**WORK ORDER:** Among the entries below, please show each line that carries the word "name".

**DATA SHOWN:**
>>>
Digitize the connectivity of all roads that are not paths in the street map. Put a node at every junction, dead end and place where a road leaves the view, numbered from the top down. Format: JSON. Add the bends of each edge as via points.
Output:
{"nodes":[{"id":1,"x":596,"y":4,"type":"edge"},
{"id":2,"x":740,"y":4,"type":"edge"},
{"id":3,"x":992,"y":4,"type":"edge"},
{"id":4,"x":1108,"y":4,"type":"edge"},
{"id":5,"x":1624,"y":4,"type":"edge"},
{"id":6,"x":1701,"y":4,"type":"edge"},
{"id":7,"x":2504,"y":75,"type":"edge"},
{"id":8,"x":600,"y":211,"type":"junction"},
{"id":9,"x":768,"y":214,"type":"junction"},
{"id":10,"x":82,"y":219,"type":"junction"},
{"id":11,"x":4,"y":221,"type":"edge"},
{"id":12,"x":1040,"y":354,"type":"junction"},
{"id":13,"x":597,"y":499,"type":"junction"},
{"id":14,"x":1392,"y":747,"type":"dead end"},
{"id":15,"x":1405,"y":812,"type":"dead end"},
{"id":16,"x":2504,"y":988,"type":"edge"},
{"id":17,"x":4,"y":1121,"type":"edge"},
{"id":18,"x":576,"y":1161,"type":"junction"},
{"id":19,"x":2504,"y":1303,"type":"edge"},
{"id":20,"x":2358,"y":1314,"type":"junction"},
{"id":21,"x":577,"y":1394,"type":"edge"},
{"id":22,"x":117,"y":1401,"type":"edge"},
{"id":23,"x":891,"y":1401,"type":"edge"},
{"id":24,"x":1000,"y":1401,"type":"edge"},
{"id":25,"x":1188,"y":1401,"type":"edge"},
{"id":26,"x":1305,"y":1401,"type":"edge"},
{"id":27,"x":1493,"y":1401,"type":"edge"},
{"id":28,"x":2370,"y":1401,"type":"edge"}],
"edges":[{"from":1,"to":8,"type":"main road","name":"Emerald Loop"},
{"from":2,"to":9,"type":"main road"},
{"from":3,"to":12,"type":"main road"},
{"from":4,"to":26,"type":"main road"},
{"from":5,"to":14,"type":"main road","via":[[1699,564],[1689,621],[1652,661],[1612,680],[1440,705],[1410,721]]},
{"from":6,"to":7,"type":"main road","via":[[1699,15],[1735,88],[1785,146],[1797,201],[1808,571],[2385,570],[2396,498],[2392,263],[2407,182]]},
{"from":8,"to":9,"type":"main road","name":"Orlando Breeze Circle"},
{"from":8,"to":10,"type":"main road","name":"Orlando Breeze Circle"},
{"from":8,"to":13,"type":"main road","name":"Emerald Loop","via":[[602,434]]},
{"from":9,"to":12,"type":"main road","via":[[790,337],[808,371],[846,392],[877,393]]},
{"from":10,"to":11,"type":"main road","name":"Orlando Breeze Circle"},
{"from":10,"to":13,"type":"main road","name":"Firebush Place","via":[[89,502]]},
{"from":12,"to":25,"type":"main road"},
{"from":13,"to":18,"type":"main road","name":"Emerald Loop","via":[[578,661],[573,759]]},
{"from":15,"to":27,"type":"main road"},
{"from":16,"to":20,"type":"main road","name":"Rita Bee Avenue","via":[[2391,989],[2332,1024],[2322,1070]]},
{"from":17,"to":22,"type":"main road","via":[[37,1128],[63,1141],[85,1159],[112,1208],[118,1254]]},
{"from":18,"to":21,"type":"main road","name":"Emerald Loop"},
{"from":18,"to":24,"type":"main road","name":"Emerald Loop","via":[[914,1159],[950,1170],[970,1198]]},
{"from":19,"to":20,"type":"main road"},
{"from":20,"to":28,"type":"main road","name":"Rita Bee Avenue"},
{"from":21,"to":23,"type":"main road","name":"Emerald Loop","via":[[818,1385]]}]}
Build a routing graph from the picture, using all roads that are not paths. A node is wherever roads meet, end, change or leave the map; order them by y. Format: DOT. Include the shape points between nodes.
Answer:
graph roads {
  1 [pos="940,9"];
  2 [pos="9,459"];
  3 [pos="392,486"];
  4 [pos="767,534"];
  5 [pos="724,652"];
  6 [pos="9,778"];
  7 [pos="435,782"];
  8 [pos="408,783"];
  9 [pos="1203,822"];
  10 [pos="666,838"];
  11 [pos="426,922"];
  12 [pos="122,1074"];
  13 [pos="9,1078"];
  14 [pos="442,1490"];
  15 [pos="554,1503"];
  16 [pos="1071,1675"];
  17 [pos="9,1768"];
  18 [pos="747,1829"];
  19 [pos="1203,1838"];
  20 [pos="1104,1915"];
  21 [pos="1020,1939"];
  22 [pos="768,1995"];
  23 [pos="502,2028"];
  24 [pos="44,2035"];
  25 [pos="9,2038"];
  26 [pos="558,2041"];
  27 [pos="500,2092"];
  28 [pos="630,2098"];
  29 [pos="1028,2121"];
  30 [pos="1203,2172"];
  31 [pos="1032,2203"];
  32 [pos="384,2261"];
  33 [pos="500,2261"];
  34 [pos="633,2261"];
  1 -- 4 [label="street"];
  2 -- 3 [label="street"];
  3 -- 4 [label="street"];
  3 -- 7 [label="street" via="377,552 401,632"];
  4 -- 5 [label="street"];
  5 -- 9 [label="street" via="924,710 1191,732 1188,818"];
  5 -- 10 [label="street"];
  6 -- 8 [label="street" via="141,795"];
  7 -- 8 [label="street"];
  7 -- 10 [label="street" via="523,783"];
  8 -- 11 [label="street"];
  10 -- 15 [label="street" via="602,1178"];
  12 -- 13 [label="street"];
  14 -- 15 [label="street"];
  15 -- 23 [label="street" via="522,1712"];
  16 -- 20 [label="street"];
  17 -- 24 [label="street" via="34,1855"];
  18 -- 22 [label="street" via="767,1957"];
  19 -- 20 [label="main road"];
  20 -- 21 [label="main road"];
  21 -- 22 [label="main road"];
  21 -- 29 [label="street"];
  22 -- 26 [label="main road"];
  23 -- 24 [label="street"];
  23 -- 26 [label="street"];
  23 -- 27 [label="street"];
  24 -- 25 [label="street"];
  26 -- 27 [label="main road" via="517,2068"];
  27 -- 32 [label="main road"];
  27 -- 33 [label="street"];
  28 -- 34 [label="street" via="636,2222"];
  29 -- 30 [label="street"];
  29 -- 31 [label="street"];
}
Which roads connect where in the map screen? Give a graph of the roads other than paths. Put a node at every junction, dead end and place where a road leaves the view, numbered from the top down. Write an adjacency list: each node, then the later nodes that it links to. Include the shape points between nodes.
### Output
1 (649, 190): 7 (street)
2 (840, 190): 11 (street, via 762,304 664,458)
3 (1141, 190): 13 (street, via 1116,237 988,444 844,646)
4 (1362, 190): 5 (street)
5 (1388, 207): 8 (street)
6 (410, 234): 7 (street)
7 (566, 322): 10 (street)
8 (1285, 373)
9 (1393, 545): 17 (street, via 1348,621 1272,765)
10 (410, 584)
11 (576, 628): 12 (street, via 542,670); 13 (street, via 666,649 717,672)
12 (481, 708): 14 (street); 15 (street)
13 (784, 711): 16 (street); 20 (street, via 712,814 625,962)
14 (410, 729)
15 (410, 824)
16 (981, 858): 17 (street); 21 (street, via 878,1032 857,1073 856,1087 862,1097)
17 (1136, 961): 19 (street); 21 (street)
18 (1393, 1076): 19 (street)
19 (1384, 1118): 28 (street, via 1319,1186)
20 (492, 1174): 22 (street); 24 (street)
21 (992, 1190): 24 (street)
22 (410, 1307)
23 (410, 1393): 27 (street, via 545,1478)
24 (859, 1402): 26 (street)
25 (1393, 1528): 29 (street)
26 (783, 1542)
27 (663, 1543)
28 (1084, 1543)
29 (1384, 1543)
<<<
**RESPONSE BOX:**
"edges":[{"from":1,"to":8,"type":"main road","name":"Emerald Loop"},
{"from":8,"to":9,"type":"main road","name":"Orlando Breeze Circle"},
{"from":8,"to":10,"type":"main road","name":"Orlando Breeze Circle"},
{"from":8,"to":13,"type":"main road","name":"Emerald Loop","via":[[602,434]]},
{"from":10,"to":11,"type":"main road","name":"Orlando Breeze Circle"},
{"from":10,"to":13,"type":"main road","name":"Firebush Place","via":[[89,502]]},
{"from":13,"to":18,"type":"main road","name":"Emerald Loop","via":[[578,661],[573,759]]},
{"from":16,"to":20,"type":"main road","name":"Rita Bee Avenue","via":[[2391,989],[2332,1024],[2322,1070]]},
{"from":18,"to":21,"type":"main road","name":"Emerald Loop"},
{"from":18,"to":24,"type":"main road","name":"Emerald Loop","via":[[914,1159],[950,1170],[970,1198]]},
{"from":20,"to":28,"type":"main road","name":"Rita Bee Avenue"},
{"from":21,"to":23,"type":"main road","name":"Emerald Loop","via":[[818,1385]]}]}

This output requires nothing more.